Letter to a libertarian

"Do you believe political solutions are capable of regaining our lost liberties in this lifetime?" A week or so ago, a libertarian net acquaintance asked me that question in an email exchange. The response I gave him is reproduced here with some slight revisions like replacing his name with an ellipsis (...) and in like manner removing some very personal references as well as some spelling corrections.


The trick here, ..., is that there aren't a lot of good tactical options. And, there is no "one thing" that will do the trick. There are multiple things that need to be done but the list you pull from depends on whether you are an optimist or pessimist, a pacifist or revolutionary.

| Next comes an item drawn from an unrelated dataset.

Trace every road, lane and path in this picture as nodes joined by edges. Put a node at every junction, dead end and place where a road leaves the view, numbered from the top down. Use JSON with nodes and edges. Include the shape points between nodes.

One thing that seems to me to be essential for any strategy is education. Overcoming the statist bias of our Prussian model education system will expand the numbers of people who recognize the problems. Frontal assault on the schools is not too useful, although educating teachers may help. But encouraging alternative education structures - private schools, religious schools, homeschooling - would help. For this reason, tactical support for vouchers (if they are set up in the relatively hands-off manner of the GI-Bill education benefits) may be very helpful in the longer term, even though ending government education funding would be more pleasing philosophically (it certainly is not attainable at this time). Other educational efforts aimed at the younger generation include essay and scholarship contests on libertarian and constitutional themes, youth-oriented web sites dealing with suitable topics from lib or con perspectives, participating in forums and chat rooms, etc.

Adult education efforts would add to this increasing the reach of magazines, web sites, etc. with congenial philosophical orientations, getting some telegenic spokesmen on the rolodexes of the media, etc.

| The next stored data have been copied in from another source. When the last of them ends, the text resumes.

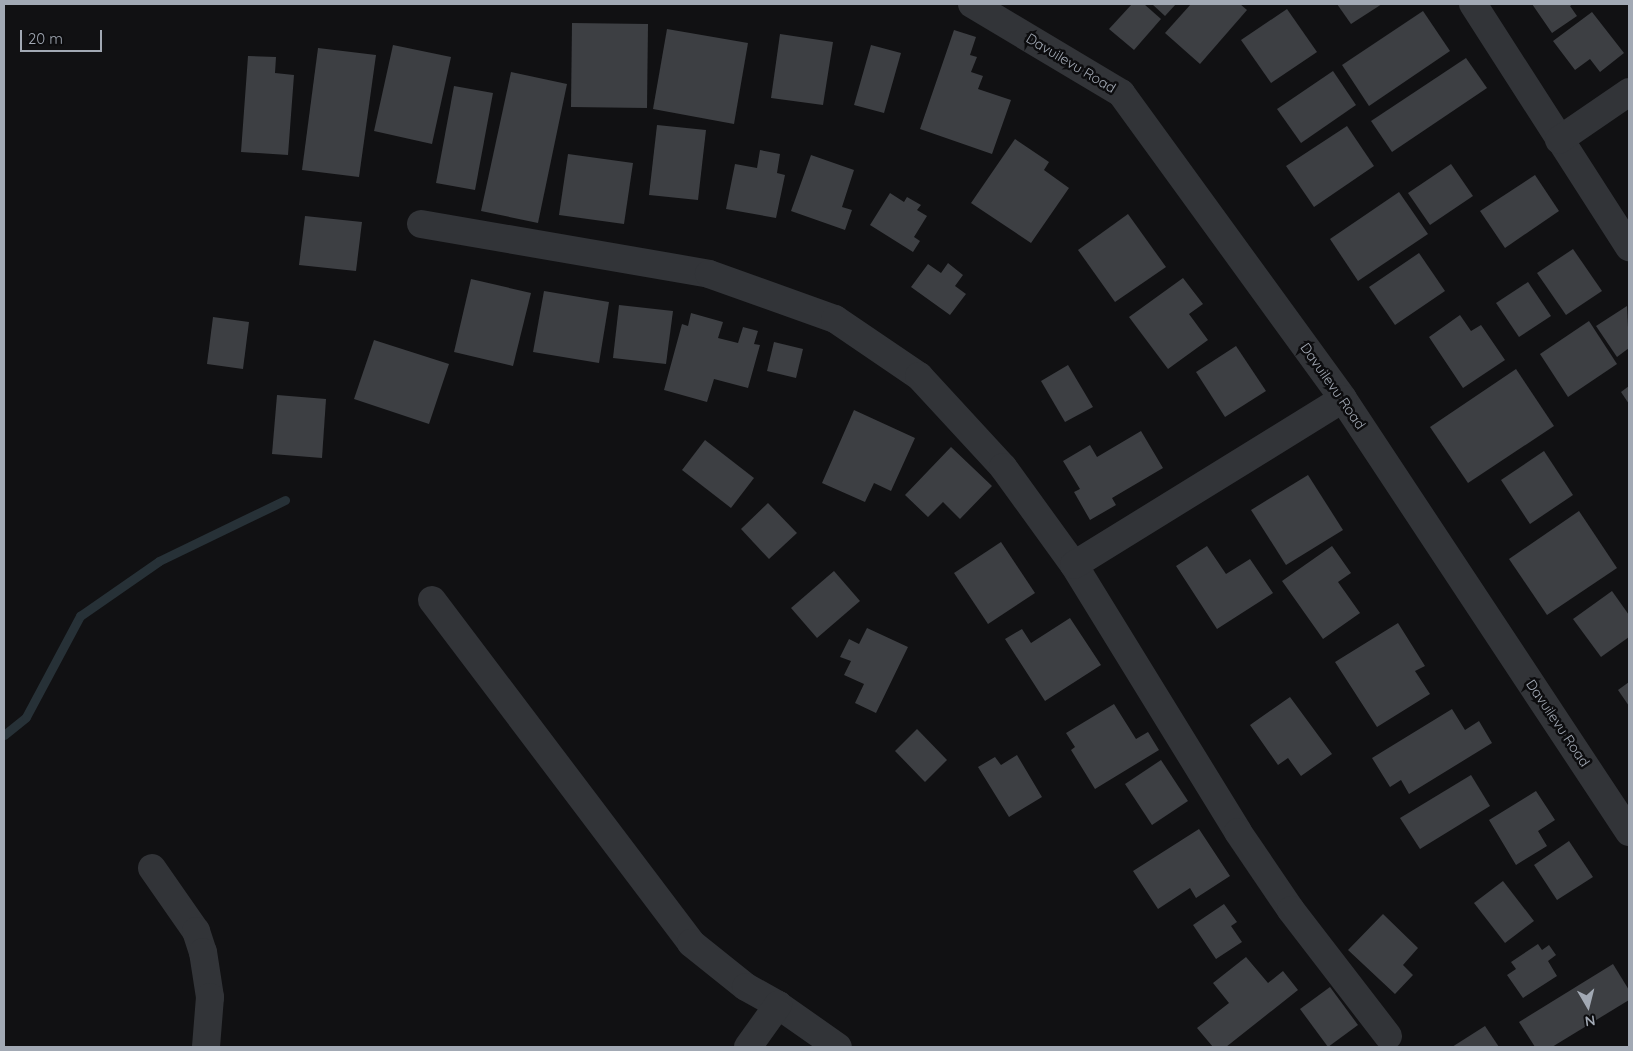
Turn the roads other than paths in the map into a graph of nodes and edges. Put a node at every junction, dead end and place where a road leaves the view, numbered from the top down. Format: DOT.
graph roads {
  1 [pos="972,4"];
  2 [pos="1474,4"];
  3 [pos="1629,92"];
  4 [pos="1559,140"];
  5 [pos="421,224"];
  6 [pos="1629,247"];
  7 [pos="1343,399"];
  8 [pos="1074,565"];
  9 [pos="432,600"];
  10 [pos="1629,832"];
  11 [pos="152,868"];
  12 [pos="778,1005"];
  13 [pos="1388,1036"];
  14 [pos="206,1047"];
  15 [pos="748,1047"];
  16 [pos="838,1047"];
  1 -- 7 [label="street, Davuilevu Road"];
  2 -- 4 [label="street"];
  3 -- 4 [label="street"];
  4 -- 6 [label="street"];
  5 -- 8 [label="street"];
  7 -- 8 [label="street"];
  7 -- 10 [label="street, Davuilevu Road"];
  8 -- 13 [label="street"];
  9 -- 12 [label="street"];
  11 -- 14 [label="street"];
  12 -- 15 [label="street"];
  12 -- 16 [label="street"];
}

What one does besides education depends on how far gone the situation is. If they are coming to get you next month, emigrate. If they are coming to get you next week, head for the hills. If they are at your door, some more desperate - that is to say, suicidal - action might seem appropriate. By definition, these are all rather unappealing alternatives or else one would have implemented one of them already. That is why we try education first - to have more support in the struggle, to put off the crisis, or to turn it around.

There are two possibilities for turning things around. One involves conventional politics. It is tedious, boring, and messy, but not hopeless. After all that is how we got into this mess, so we might get out the same way. Political action requires a lot of hard work and compromises - incrementalism, to reverse the Fabian socialist method that has been used against our liberties for over a century.

The other way to turn things around is revolution. Frankly, I do not think things are anywhere near that far gone that one could possibly be justified in advocating something as drastic as blood in the streets. This is not to say that the proximate outrages of the British Crown in in the 1760s and 70s were not much less than we put up with today, but there was this huge difference - our forebearers had no participation in the British Parliament that authorized those outrages whereas we do have full participation in the US Congress.

Something you wrote a while back ... seems to indicate that you think the state will somehow whither away. While I don't think this will happen; I will say that, if it does, the next government will be formed by whichever group is best organized and most willing to shed innocent blood. I doubt that will be you and your friends, ..., nor will it be me and mine.

So, to answer the question you asked, are "political solutions ... capable of regaining our lost liberties in this lifetime?" I don't know. But politics is what I know and argument is what I still have to offer, so that is the path I must take. I know only a little of violence, but enough to know that I would prefer to avoid it and won't be much use at it any more. I honestly don't see any other option that doesn't involve giving up and moving away ....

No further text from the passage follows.